A representative case of symptomatic distal embolism (74 year-old-male; right carotid stenting with a Wallstent). Pre-treatment DWI (A) revealed no recent infarctions. DWI (B) two days after stenting demonstrated a large territorial infarction in the right frontal cortex.
Discussion
The most frequent and serious complications of endovascular treatments for cerebrovascular diseases are ischemic lesions caused by thromboembolic events. For safe neurointervention, it is necessary to evaluate their procedure-related embolic complications including not only symptomatic but asymptomatic ones. DWI appears to be the most sensitive modality for detecting early and small ischemic lesions5,6,7. In this study, DWI screening demonstrated that half of the ischemic lesions detected by DWI were neurologically silent or asymptomatic embolisms which could not be detected by CT. Recently, Bendszus et Al8 have reported that post-procedural DWI after routine diagnostic cerebral angiography and neurointerventions detected asymptomatic ischemic lesions in 25.8% and 17.6% of the patients, respectively. These findings differed from our results, because the intervention cases in their study included neither carotid stenting nor aneurysmal embolizations, whereas, unexpectedly the incidence of asymptomatic ischemic lesions in our study was high, compared with that of symptomatic infarctions. These results suggest that some countermeasures are required to prevent distal embolism in further endovascular treatments.

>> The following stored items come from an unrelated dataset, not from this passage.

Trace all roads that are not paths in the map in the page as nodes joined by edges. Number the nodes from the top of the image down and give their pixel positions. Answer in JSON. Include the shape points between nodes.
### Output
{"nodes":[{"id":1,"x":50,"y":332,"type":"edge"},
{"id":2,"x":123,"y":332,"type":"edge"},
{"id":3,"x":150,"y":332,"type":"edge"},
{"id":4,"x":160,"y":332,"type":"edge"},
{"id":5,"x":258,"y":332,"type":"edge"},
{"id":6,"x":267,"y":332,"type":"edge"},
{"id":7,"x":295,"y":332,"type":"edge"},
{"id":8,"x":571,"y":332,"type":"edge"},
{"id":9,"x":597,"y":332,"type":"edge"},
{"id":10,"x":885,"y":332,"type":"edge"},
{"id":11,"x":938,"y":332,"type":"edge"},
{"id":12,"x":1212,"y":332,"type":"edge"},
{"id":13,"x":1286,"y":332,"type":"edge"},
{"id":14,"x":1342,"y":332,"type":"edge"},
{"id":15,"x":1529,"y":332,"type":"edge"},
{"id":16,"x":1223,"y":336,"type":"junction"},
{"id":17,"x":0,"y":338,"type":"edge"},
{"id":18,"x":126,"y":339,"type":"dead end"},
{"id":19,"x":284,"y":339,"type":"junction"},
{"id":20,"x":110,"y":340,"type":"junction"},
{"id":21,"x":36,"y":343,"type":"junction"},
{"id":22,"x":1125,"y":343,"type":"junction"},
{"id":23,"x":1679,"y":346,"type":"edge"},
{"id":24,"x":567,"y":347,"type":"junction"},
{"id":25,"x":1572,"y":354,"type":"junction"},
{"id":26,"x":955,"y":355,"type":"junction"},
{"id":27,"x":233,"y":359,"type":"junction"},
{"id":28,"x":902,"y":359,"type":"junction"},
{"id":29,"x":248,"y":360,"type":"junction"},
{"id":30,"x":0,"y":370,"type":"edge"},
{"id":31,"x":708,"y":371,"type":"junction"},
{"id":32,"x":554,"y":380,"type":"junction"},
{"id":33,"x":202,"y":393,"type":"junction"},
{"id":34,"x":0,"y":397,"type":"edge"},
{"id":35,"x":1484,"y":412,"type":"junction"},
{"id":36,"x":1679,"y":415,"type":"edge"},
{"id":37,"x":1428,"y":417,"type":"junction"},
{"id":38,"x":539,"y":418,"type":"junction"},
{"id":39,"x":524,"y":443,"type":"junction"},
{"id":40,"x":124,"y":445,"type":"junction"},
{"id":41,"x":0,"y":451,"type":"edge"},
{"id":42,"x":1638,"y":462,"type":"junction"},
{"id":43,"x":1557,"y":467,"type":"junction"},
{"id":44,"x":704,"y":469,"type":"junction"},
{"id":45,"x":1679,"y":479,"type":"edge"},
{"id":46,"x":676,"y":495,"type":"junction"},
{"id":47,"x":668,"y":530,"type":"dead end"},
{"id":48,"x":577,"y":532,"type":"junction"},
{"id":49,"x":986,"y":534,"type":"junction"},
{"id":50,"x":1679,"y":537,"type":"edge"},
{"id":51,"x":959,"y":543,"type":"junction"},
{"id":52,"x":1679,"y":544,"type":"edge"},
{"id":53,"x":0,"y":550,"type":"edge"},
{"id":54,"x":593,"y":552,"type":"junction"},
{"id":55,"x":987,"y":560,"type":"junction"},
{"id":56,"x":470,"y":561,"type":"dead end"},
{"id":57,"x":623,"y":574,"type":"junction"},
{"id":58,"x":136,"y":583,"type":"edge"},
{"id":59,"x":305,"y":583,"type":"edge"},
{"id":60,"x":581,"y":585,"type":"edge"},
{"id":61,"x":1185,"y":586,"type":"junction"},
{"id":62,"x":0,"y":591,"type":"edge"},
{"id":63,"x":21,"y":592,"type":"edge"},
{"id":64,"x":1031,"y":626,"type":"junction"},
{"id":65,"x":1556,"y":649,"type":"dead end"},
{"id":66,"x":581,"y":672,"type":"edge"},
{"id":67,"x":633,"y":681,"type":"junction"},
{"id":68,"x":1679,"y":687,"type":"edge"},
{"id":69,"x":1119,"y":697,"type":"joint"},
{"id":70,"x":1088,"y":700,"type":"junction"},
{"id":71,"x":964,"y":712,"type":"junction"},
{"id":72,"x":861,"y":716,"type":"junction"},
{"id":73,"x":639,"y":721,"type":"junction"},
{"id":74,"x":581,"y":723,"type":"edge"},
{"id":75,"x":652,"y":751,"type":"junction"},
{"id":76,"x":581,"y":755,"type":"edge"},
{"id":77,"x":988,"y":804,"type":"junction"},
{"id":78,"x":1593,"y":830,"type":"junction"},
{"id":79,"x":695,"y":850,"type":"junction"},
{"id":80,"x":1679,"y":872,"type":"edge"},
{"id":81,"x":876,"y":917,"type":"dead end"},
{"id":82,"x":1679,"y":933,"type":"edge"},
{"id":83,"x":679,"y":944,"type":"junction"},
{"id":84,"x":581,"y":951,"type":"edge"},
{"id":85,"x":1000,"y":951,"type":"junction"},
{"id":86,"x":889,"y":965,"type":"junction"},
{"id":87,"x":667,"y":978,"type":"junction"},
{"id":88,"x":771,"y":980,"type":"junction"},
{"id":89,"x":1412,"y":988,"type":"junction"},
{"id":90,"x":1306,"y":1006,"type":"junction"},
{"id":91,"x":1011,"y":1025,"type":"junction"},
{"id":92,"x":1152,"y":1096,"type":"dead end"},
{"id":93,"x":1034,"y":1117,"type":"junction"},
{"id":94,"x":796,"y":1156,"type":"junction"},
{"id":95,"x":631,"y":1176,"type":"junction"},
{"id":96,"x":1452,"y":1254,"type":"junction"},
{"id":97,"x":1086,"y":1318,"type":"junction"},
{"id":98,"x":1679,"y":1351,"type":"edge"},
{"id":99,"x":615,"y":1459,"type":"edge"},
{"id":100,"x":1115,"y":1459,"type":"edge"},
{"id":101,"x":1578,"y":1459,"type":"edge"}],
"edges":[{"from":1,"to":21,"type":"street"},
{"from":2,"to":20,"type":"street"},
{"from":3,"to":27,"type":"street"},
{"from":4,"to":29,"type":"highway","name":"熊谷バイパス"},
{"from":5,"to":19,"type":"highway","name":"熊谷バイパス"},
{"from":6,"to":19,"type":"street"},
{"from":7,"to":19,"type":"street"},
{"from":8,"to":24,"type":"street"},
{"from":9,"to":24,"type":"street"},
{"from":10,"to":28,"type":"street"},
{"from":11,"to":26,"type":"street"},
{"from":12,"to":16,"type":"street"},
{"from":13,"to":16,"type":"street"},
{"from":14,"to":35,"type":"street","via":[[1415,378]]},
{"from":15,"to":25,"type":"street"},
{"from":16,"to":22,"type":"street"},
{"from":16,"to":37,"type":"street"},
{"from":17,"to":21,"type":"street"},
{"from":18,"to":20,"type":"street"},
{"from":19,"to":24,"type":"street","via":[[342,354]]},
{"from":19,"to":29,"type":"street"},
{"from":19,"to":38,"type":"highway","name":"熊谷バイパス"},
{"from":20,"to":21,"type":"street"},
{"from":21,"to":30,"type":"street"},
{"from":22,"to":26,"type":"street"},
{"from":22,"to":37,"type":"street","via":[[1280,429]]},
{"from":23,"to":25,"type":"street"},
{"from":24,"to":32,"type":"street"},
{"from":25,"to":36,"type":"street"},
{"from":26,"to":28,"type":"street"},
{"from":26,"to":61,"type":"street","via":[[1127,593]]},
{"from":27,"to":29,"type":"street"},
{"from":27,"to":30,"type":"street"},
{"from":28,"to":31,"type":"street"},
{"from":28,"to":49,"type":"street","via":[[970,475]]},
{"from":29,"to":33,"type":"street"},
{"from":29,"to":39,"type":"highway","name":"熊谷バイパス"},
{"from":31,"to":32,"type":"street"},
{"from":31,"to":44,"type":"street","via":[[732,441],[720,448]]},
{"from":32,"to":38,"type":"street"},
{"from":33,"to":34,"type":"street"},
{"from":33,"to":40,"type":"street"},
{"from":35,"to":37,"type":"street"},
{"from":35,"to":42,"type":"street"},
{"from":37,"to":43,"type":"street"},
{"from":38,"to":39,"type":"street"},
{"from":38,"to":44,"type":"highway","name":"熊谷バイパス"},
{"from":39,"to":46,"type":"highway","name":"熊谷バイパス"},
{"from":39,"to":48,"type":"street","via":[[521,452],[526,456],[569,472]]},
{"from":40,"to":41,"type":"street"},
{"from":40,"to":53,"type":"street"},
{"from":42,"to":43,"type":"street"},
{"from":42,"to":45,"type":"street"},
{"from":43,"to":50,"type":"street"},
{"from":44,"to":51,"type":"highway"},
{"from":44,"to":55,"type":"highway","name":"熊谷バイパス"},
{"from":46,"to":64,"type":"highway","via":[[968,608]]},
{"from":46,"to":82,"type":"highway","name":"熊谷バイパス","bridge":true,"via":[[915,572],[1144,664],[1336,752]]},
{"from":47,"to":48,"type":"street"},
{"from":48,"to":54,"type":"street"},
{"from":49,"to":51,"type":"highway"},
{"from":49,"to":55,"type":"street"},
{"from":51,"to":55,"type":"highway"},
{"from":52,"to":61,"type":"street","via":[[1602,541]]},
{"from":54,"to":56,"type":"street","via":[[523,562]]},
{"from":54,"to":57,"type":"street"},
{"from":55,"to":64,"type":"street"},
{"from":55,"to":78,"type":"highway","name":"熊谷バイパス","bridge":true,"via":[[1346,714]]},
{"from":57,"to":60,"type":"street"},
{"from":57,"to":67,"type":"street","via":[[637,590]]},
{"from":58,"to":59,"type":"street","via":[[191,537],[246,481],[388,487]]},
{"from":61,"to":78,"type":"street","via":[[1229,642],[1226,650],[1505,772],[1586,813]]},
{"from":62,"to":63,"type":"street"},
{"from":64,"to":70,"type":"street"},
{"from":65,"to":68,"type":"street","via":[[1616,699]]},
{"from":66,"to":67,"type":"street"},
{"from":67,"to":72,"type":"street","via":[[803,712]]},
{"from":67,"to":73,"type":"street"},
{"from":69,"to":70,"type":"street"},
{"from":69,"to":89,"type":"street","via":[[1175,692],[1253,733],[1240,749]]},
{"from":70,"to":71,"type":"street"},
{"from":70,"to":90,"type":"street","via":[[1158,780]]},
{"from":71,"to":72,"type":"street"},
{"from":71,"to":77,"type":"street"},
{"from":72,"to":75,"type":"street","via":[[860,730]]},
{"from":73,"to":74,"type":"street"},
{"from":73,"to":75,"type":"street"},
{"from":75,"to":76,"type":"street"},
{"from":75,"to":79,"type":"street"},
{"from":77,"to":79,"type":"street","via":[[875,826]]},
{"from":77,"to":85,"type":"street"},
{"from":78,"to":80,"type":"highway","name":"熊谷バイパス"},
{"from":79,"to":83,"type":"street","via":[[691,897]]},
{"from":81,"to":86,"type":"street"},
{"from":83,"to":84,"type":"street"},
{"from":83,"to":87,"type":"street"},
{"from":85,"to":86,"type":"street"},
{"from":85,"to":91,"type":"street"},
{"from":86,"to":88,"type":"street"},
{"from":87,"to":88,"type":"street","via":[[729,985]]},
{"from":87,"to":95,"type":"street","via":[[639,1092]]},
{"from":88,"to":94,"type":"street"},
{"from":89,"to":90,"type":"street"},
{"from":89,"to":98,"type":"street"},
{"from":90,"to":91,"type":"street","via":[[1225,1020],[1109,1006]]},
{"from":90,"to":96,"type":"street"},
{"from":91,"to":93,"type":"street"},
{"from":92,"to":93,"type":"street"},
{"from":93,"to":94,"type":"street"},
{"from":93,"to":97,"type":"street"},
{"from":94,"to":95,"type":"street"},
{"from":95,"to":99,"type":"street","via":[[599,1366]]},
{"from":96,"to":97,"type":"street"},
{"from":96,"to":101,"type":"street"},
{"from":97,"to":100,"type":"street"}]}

In the patients with insufficient cerebrovascular flow (CBF) such as parent artery occlusion and severe stenosis of bilateral carotid arteries, procedure-related cerebral infarctions were frequently detected on DWI after treatment. Moreover, asymptomatic embolisms also tended to be distributed in watershed border zones. These findings suggest that a distal embolus, when there was a corresponding global and/or regional decrease in CBF, was likely to occur in ischemic lesions, and so did not always result in infarctions. Therefore, for the reduction of embolic complications during neurointervention, it seems to be important to assess CBF in advance.
Conclusions
DWI was a useful method that can detect neurologically silent ischemic lesions during interventional procedures for cerebrovascular diseases. It can be used to help to evaluate the safety and efficacy of neurovascular intervention.